Proper design of the pump inlet supply is critical to the success of any pumping system.  The supply can be gravity, suction, or pressure fed depending on the pump selected.  Improper supply to the pump will cause cavitation.  Cavitation is the formation and collapse of gaseous pockets (cavities) in a liquid.

Cavitation occurs when a lack of liquid to the inlet causes vaporization in the low pressure chamber of the pump.  When a vapor bubble is re-pressurized it quickly collapses supersonically and the shock wave erodes the surface it is on.  This release of energy is created by the collapsing cavities, causes pitting and erosion of metallic or ceramic components.  This process will create pump noise.  The noise will be less pronounced when the pump is in bypass due to lower pressure changes.  Piston pumps sound like the connecting rods are knocking or a bearing is bad.  Plunger pumps sound similar to piston pumps, but most of the noise can be heard in the valve area of the head.

Cavitation Damage

Cavitation can be identified by examining valves and valve
seats for pitting

Cavitation will decrease pump outlet flow and pressure as well because the pump doesn’t fully prime with liquid.  Instead, the pump is attempting to pump a combination of liquid and vapor.  Cavitation will cause shorter seal life, pitted valves, and manifolds.  The short seal life is caused by the lack of lubrication (water is a lubricant in this scenario) increasing wear.

Another indication of cavitation is a decrease in the pumps flow rate.  Because the pump doesn’t prime fully, the system pressure and flow becomes erratic (pump is trying to pump air).

A number of system conditions impact the risk of cavitation.  If viscosity it too high, the pump will not prime (fill) completely causing cavitation.  Cat Pumps recommends the viscosity not exceed 500cp (2500 SUS).

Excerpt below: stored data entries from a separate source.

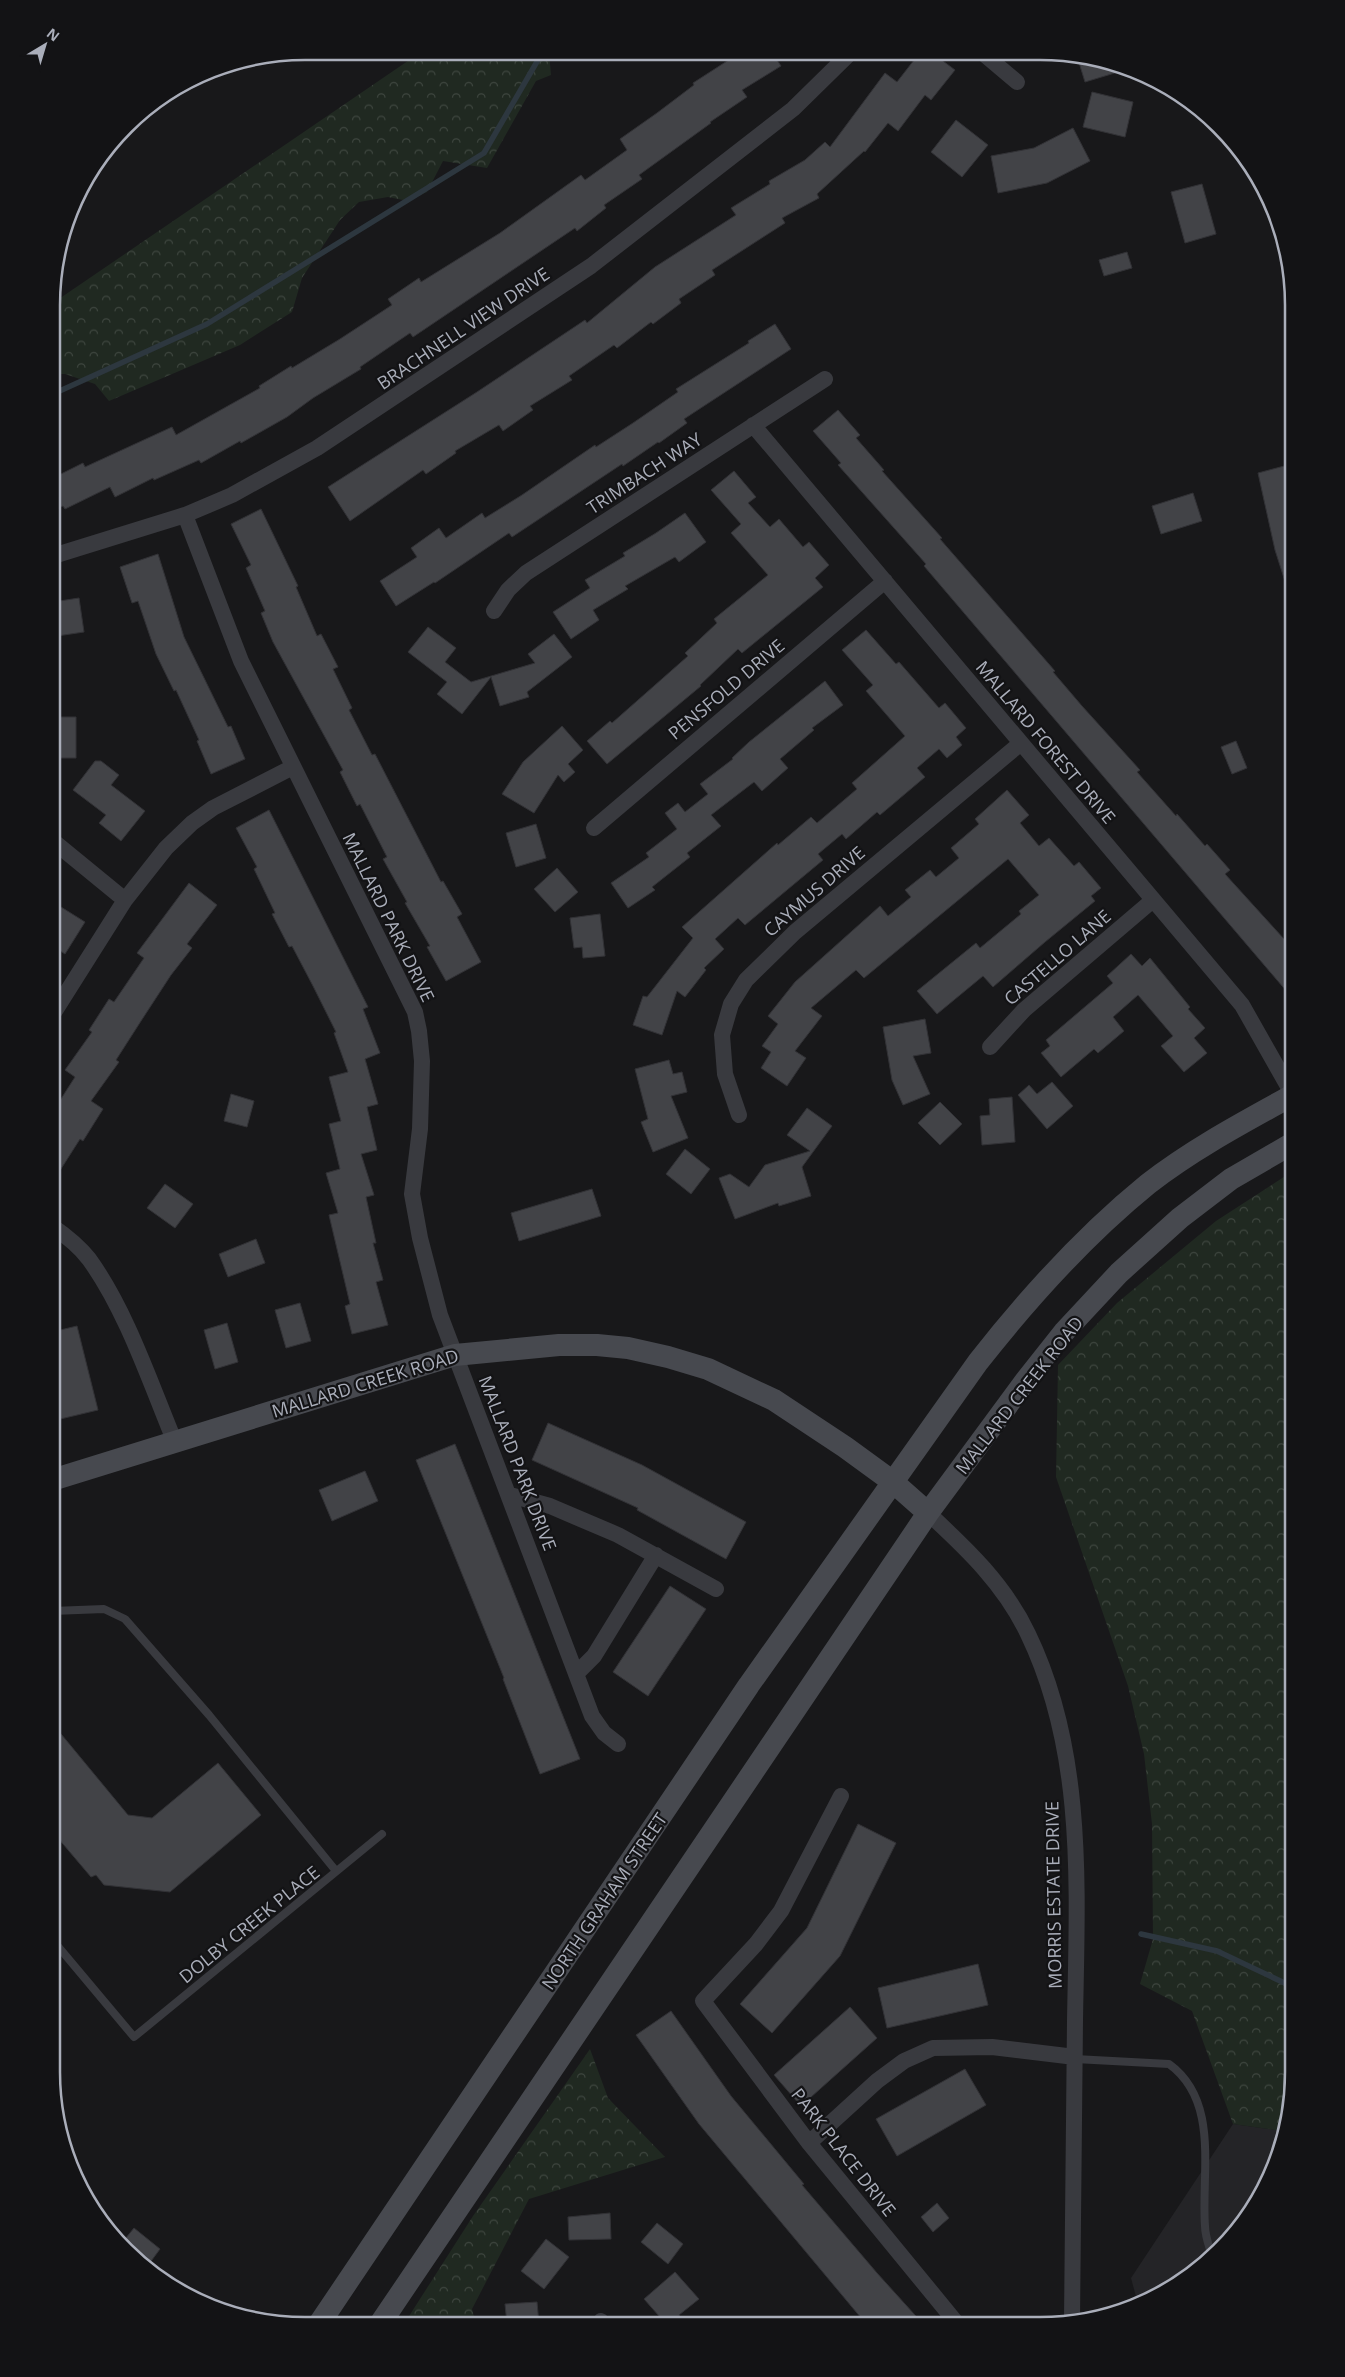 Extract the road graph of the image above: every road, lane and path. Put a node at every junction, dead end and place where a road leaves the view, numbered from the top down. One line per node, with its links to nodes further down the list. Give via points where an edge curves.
1 (843, 60): 6 (street, BRACHNELL VIEW DRIVE, via 794,110 591,266 317,448 232,495)
2 (992, 60): 3 (street)
3 (1017, 82)
4 (825, 379): 5 (street, TRIMBACH WAY)
5 (753, 425): 8 (street, MALLARD FOREST DRIVE); 9 (street, TRIMBACH WAY, via 526,573 508,590)
6 (184, 515): 7 (street, BRACHNELL VIEW DRIVE); 11 (street, MALLARD PARK DRIVE, via 241,661)
7 (60, 554)
8 (885, 581): 10 (street, MALLARD FOREST DRIVE); 12 (street, PENSFOLD DRIVE)
9 (494, 611)
10 (1021, 743): 15 (street, MALLARD FOREST DRIVE); 20 (street, CAYMUS DRIVE, via 795,932 746,980 731,1004 722,1035 725,1074)
11 (293, 767): 14 (street, via 213,808 192,823 166,848); 23 (street, MALLARD PARK DRIVE, via 415,1012 422,1061 420,1129 412,1194 440,1315)
12 (594, 828)
13 (60, 847): 14 (street)
14 (125, 900): 16 (street)
15 (1153, 900): 17 (street, CASTELLO LANE, via 1024,1010); 18 (street, MALLARD FOREST DRIVE, via 1242,1006)
16 (60, 1002)
17 (990, 1047)
18 (1285, 1081)
19 (1285, 1099): 26 (main road, via 1187,1157 1104,1222 1056,1269 1006,1326)
20 (740, 1115)
21 (1285, 1148): 28 (main road, MALLARD CREEK ROAD, via 1231,1179 1180,1218 1119,1274 1064,1332)
22 (60, 1232): 24 (street, via 88,1258 105,1285 132,1339)
23 (455, 1355): 24 (main road, MALLARD CREEK ROAD); 26 (main road, MALLARD CREEK ROAD, via 559,1345 596,1345 668,1357 708,1369 774,1400); 27 (street, MALLARD PARK DRIVE)
24 (174, 1440): 25 (main road, MALLARD CREEK ROAD)
25 (60, 1477)
26 (893, 1482): 28 (main road, MALLARD CREEK ROAD); 42 (main road, NORTH GRAHAM STREET, via 743,1694)
27 (510, 1495): 29 (street, via 584,1519); 32 (street, MALLARD PARK DRIVE)
28 (928, 1513): 38 (street, MORRIS ESTATE DRIVE, via 974,1555 1008,1598 1028,1634 1048,1684 1064,1738 1077,1888); 43 (main road)
29 (656, 1555): 30 (street); 32 (street, via 594,1656)
30 (716, 1589)
31 (60, 1611): 36 (lane, via 104,1609 125,1619 209,1715)
32 (576, 1674): 33 (street, MALLARD PARK DRIVE, via 592,1716 604,1733)
33 (618, 1744)
34 (841, 1796): 39 (street, PARK PLACE DRIVE, via 781,1911 756,1944 703,2001)
35 (382, 1834): 36 (lane, DOLBY CREEK PLACE)
36 (336, 1871): 37 (lane, DOLBY CREEK PLACE, via 134,2037)
37 (60, 1949)
38 (1075, 2058): 39 (street, via 992,2047 933,2048 904,2061); 40 (lane, via 1170,2064 1189,2084 1205,2133 1205,2228); 41 (street, MORRIS ESTATE DRIVE)
39 (809, 2143): 44 (street, PARK PLACE DRIVE)
40 (1210, 2248)
41 (1072, 2315)
42 (324, 2317)
43 (385, 2317)
44 (952, 2317)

Restrictions to flow and pressure exist in any pumping system.  Use of restrictive plumbing (i.e., small diameter plumbing, elbows) at the pump inlet can cause a loss of flow on the suction side of the pump causing pump cavitation.  Inlet plumbing should be a minimum of one size larger than the pump inlet fitting (i.e., ¾” inlet fitting requires a 1” flexible reinforced hose for suction feed applications).  Friction will also cause a loss of fluid pressure in the downstream pump components and plumbing. Vibration can also be abated by isolating the inlet and outlet of the pump using hoses.  Avoid hard plumbing the pump to a piping system.

Filtration

Clogged inlet filters can also impact effective pump priming due to the restriction caused by the contaminants in the filter element.  We recommend filtering liquid before it’s supplied to the reservoir tank.  Pump inlet filters will restrict flow to the pump inlet, especially when the filter element is blocked or restricted, causing pump cavitation.  If an inlet filter is used, close monitoring by maintenance staff is required to prevent pump cavitation.  Size the inlet filter to at least two times the flow rate of the pump.

Inlet Conditions

Inlet pressure specifications for proper pump priming vary by the pump design.  Ideally, all piston and plunger pumps should be pressure fed (piston pumps up to 40 psi and plunger pumps 60-70 psi based on the model).  Inlet pressure reducing valves can be sized to reduce incoming water supply pressures if necessary.  Excessive inlet pressure will cause premature wear of inlet manifold seals.  A pump with worn inlet seals can draw air into the pump during priming causing cavitation and downstream pulsation under suction conditions.  The same worn inlet seals will cause an external leak between the head and crankcase on a pressure fed system.  When siphon feeding, piston pumps have - 8.5 psig suction.  Some Plunger pumps draw no more than – 5.0 psig. Worn inlet seals will cause air entrainment into the pump causing cavitation.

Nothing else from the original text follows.